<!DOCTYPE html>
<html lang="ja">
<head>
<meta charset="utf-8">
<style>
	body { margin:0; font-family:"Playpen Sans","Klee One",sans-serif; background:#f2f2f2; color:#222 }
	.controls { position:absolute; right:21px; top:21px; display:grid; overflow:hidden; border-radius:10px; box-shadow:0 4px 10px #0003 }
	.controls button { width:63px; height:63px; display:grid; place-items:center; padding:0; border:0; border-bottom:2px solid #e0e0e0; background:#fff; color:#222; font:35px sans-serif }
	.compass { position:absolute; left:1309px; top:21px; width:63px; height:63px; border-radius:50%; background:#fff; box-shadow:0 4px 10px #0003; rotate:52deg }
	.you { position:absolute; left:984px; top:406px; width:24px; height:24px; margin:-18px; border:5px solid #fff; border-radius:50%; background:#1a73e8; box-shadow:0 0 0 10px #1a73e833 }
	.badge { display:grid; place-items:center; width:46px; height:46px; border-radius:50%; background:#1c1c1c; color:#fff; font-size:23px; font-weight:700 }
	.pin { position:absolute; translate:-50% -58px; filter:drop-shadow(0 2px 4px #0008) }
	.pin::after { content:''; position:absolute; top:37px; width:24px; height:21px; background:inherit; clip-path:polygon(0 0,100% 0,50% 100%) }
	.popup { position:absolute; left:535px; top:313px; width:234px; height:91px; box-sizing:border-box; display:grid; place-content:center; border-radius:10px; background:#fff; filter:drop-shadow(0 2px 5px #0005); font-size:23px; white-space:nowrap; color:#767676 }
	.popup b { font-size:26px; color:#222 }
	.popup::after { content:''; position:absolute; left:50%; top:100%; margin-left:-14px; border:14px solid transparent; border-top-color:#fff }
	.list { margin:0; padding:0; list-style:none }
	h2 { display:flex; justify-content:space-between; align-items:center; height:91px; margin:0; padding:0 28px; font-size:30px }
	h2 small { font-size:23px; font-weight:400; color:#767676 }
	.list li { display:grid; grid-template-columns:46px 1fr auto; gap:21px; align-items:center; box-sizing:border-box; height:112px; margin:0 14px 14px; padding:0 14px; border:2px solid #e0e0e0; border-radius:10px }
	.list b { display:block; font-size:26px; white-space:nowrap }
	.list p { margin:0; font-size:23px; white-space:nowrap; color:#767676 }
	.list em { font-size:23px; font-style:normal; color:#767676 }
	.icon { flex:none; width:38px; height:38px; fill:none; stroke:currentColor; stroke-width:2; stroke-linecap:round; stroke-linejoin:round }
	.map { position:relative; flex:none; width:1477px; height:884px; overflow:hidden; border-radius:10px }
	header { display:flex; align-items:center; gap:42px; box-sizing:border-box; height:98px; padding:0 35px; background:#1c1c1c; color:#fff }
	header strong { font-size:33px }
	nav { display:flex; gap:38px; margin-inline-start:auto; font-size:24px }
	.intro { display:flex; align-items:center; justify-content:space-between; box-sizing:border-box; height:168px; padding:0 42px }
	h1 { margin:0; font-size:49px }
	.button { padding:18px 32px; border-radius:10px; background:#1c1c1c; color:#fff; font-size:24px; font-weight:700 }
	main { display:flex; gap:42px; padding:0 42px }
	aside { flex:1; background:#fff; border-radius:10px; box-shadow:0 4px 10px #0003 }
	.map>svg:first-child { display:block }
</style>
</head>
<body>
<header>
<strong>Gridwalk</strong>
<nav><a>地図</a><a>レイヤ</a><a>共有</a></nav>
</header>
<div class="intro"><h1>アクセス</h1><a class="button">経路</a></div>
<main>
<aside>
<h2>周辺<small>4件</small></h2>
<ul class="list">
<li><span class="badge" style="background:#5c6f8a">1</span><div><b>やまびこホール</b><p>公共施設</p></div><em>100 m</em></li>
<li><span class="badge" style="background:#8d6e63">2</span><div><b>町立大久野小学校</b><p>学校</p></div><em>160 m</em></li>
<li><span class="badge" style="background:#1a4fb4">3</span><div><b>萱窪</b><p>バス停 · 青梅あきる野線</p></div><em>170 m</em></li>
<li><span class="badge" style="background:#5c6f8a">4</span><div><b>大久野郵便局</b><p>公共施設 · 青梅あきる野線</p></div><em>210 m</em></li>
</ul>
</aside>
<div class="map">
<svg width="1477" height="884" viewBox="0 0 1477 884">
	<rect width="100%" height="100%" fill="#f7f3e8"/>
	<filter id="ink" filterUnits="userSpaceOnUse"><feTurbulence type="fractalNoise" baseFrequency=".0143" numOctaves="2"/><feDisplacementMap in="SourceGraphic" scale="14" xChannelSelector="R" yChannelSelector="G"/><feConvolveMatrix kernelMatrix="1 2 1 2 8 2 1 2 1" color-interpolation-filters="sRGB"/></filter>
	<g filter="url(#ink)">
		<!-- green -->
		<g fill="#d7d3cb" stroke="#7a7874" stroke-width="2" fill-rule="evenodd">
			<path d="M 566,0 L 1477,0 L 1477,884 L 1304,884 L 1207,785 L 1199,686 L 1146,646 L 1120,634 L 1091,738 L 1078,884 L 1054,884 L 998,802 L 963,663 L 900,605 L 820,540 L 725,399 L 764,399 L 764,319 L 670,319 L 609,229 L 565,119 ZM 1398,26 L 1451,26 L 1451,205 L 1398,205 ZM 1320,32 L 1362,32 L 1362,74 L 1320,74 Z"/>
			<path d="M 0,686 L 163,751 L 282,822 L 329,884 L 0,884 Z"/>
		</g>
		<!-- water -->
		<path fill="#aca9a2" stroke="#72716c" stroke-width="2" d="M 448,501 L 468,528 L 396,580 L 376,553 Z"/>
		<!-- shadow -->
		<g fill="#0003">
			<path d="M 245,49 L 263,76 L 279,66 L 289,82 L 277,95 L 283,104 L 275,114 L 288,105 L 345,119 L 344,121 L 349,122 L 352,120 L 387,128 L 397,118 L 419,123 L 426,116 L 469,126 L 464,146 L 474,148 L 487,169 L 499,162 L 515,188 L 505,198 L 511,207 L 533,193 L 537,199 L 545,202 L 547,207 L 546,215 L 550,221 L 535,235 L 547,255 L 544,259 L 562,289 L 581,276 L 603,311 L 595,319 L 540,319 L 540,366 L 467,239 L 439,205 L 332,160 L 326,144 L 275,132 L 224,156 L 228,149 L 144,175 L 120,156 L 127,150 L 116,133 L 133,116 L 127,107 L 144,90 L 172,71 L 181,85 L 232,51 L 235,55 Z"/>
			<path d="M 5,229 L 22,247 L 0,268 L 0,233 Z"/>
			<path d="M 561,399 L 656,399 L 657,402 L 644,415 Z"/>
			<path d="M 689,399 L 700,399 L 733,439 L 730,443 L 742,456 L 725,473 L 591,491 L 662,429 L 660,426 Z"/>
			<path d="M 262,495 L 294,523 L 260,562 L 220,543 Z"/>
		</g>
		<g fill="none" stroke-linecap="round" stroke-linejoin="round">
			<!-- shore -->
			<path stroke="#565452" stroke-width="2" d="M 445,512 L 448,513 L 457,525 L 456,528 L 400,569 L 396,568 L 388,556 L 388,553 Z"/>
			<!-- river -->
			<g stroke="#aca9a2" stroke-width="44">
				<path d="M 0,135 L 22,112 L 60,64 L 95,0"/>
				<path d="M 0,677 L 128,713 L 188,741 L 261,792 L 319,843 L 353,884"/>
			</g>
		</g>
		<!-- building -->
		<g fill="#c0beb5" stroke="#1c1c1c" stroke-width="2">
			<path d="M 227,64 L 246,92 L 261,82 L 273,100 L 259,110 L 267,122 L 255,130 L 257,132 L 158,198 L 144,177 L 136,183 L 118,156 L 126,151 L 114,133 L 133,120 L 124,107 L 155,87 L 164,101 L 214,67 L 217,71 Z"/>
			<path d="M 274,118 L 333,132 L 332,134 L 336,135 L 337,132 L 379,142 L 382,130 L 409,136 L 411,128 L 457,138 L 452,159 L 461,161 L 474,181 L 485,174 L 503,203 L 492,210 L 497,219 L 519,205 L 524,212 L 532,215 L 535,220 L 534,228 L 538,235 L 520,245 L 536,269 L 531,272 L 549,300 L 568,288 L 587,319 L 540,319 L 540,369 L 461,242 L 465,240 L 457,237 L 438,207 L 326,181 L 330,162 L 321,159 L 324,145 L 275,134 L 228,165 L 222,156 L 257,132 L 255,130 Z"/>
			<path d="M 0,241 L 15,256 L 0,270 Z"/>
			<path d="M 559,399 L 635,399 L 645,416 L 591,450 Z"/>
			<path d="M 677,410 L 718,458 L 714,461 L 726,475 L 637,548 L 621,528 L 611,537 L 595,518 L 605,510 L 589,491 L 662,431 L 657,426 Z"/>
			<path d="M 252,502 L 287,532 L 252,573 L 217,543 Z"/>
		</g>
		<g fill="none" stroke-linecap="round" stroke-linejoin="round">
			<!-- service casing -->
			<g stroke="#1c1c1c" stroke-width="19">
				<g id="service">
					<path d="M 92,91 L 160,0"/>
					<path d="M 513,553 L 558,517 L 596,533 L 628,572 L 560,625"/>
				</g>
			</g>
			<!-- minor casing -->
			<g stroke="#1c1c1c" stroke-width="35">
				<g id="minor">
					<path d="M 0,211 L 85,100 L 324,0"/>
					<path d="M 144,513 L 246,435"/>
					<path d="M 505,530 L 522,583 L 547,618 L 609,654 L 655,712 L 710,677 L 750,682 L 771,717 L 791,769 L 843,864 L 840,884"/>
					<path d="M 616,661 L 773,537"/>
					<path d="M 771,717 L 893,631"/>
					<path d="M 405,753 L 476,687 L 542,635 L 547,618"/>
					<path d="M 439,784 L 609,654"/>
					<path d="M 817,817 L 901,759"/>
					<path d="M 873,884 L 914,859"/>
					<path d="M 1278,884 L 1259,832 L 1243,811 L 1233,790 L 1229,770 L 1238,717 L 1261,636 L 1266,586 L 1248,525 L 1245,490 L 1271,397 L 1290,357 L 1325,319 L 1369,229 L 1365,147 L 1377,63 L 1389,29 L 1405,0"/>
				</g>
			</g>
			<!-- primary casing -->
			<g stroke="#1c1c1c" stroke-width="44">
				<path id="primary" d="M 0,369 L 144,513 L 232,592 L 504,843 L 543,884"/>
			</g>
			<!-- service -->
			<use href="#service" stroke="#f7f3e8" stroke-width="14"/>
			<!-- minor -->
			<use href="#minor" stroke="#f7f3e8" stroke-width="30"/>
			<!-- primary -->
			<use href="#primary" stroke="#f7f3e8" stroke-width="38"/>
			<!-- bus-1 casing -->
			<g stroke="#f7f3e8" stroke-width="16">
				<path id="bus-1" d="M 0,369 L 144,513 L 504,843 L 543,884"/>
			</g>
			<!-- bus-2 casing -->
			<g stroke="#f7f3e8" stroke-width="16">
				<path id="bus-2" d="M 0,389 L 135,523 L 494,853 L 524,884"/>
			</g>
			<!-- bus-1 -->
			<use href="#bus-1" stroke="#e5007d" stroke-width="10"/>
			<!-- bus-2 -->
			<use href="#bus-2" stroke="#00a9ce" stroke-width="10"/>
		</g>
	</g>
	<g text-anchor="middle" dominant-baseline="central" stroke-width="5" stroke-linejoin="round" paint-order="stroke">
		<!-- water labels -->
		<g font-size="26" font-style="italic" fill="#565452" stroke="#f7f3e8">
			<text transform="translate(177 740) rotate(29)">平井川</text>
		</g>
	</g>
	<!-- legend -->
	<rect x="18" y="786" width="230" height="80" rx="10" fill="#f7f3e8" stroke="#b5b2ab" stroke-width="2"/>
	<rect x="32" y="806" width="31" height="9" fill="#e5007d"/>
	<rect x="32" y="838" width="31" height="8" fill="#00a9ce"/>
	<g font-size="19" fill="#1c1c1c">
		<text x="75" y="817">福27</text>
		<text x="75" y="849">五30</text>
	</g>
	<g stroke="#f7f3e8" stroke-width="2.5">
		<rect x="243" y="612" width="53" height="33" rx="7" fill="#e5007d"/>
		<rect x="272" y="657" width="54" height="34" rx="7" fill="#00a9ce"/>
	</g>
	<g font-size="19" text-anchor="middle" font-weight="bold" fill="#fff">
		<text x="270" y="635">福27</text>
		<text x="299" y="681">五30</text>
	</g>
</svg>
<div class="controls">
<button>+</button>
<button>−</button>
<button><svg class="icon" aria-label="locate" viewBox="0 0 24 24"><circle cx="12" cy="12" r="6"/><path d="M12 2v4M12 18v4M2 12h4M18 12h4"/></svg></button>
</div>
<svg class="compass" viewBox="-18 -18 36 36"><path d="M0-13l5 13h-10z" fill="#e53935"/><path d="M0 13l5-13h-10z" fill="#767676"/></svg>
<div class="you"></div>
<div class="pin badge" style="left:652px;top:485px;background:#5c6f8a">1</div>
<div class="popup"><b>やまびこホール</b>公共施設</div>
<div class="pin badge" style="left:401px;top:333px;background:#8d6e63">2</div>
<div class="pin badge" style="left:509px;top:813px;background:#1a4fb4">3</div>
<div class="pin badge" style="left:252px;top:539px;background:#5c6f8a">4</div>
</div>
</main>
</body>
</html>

--*--

Output only the number of lines in the listing that contain the string "hidden".

2